The Hirak rejected this whole scheme in toto (see our http://redmed.org/article/algeria-brink-revolution-systeme-degage).The movement acted as one on election day. In more ordinary times, it would have been the most normal thing to expect the usual “useful voting” argument: “We are so strong that if the Hirak were to put forth a candidate, he or she would be sure to win the election. Moreover, their vote will be divided among the five, so we will definitely win.” And it would no doubt make a lot of headway in the masses. But under the revolutionary circumstances, the masses did not budge an inch. For they knew that with the establishment of the ancien régime intact, with Qaid Salah, the head of the military, wielding so much power, a president of the republic in office would simply be a hostage of the “gangsters” (the appellation used by the Hirak for those who hold the levers of power). This is a consciousness of a very high calibre, as every revolutionary who has tried to persuade the masses at large to adopt somewhat radical electoral policies under ordinary circumstances grudgingly knows. The position adopted by the Hirak, in its totality to the best of our knowledge, was impressive and has acted as a crosscheck, confirming the veracity of our assessment of the ten-month uprising as a revolution.

This does not mean that the Algerian revolution is marching to victory on a broad and unfettered highway. Far from it. The very heterogeneous leadership of the movement is captive to the erroneous ideological conceptions resulting from the disillusions of the 20th century. The political parties that could have been expected to show the way to victory to the masses in their revolutionary zeal are themselves lost in confusion and disorientation. And the ancien régime is surely ready to quash the movement in blood should that prove to be necessary, regarding which option the Hirak is not prepared in the least, pacifist illusions having taken the upper hand as in other countries in revolutionary ebullition at present.

Unless a clearheaded leadership armed with the Marxist methodology comes out of the mass movement, the Algerian revolution faces a future with a plethora of tricks and traps.

Britain and Algeria

Here is the opening sentence of the article you are about to finish reading: “The Algerians went to the polls for their presidential elections on the same day as the British.” We did not write that sentence superfluously. We wish to finish the article by pointing out that leftists all around the world, in particular those from the imperialist countries, ranging from the spokespeople of her majesty’s left all the way to the self-styled revolutionaries of the imperialist world that call themselves Trotskyists, with possible exceptions, concentrated all their attention on the British elections and devoted little, if any, to the Algerian presidential election.

The neglect of the Algerian election by leftists is a grave sign of the loss of horizon for these currents, whoever they may be.

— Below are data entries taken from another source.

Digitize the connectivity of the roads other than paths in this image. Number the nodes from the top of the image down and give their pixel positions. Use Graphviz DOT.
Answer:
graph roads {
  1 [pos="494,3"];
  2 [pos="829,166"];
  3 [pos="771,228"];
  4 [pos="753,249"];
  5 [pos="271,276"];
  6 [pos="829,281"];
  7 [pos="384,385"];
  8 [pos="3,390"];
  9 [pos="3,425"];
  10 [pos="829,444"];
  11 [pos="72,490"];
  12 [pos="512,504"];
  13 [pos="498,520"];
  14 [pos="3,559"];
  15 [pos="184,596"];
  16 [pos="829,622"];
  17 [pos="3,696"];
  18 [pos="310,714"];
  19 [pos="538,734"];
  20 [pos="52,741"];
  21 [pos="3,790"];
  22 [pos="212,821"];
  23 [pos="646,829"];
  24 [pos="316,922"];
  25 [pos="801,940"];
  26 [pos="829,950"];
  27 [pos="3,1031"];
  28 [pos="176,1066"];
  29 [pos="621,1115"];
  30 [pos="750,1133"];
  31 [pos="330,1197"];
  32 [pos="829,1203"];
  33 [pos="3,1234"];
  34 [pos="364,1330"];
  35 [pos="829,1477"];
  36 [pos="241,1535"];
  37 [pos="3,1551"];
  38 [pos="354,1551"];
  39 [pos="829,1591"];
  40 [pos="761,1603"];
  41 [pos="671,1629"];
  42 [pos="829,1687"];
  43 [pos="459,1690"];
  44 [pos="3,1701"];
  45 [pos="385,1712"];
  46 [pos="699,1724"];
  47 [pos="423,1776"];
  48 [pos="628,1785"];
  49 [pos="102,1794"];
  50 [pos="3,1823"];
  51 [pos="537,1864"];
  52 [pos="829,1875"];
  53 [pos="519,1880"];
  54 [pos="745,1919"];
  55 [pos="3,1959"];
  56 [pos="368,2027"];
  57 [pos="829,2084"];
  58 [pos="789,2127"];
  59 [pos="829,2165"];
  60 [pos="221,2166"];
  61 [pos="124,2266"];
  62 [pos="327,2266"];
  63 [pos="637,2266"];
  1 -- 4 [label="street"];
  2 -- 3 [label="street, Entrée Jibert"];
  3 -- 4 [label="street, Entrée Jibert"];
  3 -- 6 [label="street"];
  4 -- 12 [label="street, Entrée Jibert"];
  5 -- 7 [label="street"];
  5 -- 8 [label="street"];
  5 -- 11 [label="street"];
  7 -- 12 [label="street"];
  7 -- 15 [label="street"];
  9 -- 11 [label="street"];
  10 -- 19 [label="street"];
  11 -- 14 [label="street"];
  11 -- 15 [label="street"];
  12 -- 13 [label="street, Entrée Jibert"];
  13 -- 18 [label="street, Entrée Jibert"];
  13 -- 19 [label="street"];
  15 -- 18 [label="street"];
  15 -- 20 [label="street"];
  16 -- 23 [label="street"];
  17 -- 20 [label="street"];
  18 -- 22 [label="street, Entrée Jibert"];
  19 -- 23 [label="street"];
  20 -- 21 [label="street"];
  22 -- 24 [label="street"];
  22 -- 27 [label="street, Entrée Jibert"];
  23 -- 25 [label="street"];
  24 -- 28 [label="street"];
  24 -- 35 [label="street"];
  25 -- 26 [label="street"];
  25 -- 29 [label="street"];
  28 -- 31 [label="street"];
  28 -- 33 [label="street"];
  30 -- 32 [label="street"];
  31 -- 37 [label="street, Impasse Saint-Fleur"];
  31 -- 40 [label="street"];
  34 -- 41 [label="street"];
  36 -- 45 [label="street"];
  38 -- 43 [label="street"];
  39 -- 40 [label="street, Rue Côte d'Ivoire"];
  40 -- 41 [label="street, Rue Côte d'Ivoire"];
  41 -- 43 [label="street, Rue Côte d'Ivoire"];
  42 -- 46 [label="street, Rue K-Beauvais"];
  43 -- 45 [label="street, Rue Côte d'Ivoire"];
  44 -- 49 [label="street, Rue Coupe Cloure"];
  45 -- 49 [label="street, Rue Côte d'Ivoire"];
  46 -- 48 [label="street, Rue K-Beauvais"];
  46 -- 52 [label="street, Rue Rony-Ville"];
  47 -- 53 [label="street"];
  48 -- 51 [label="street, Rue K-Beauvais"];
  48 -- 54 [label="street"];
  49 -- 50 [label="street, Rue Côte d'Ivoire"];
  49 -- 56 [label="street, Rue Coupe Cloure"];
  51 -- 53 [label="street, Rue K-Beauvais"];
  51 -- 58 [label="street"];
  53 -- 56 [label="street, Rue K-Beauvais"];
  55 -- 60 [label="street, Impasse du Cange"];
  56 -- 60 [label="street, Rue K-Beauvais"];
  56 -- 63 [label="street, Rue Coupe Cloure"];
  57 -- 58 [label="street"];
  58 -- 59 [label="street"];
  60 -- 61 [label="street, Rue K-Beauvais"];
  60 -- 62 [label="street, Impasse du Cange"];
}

In effect, the holding of these two elections on the same day is manna from heaven for intelligent revolutionaries. It superposes and highlights the two decisive tendencies of our time. The British elections were of course very important, but the left thought so for the wrong reasons. It was not that Jeremy Corbyn’s win would make a great difference to the plight of the people. He would have been a hostage to the capitalist order of Britain and Europe as much as a Hirak candidate would have been to the Algerian establishment. No, in their essence, the British elections constitute a dire omen regarding the acceleration of the proto-fascist menace that is rising under our very eyes, thanks to the total devotion of a great part of the left to pro-EU liberalism and identity politics. (See our http://redmed.org/article/inglorious-end-jeremy-corbyn-prevaricator.) Whether Boris Johnson can himself be considered a proto-fascist is irrelevant here. The Conservative Party has not yet been transformed into a proto-fascist party. It is for the same reason that we have called Donald Trump, patron of Boris Johnson, a “loose cannon fascist”.

The Algerian presidential election is also of momentous importance, but for another reason. It was one of the clearest testing grounds of the resolution of the masses to accomplish their revolution and they passed the test comfortably. The series of revolutions that are taking place now in the Arab world (chronologically ordered, Sudan, Algeria, Iraq, and Lebanon) and the series of uprisings in Latin America (chronologically ordered, Haiti, Ecuador, Chile, Columbia, and the dual-natured Bolivia), with Iran waiting in the wings in the Middle East, are the antidote to the proto-fascist menace rising and rising in the horizon.

Imperialist ideology does not only blind its own ideologues. It also darkens the horizons of the left, unless informed by Marxism and, permit us to declare it loud and clear, Leninism.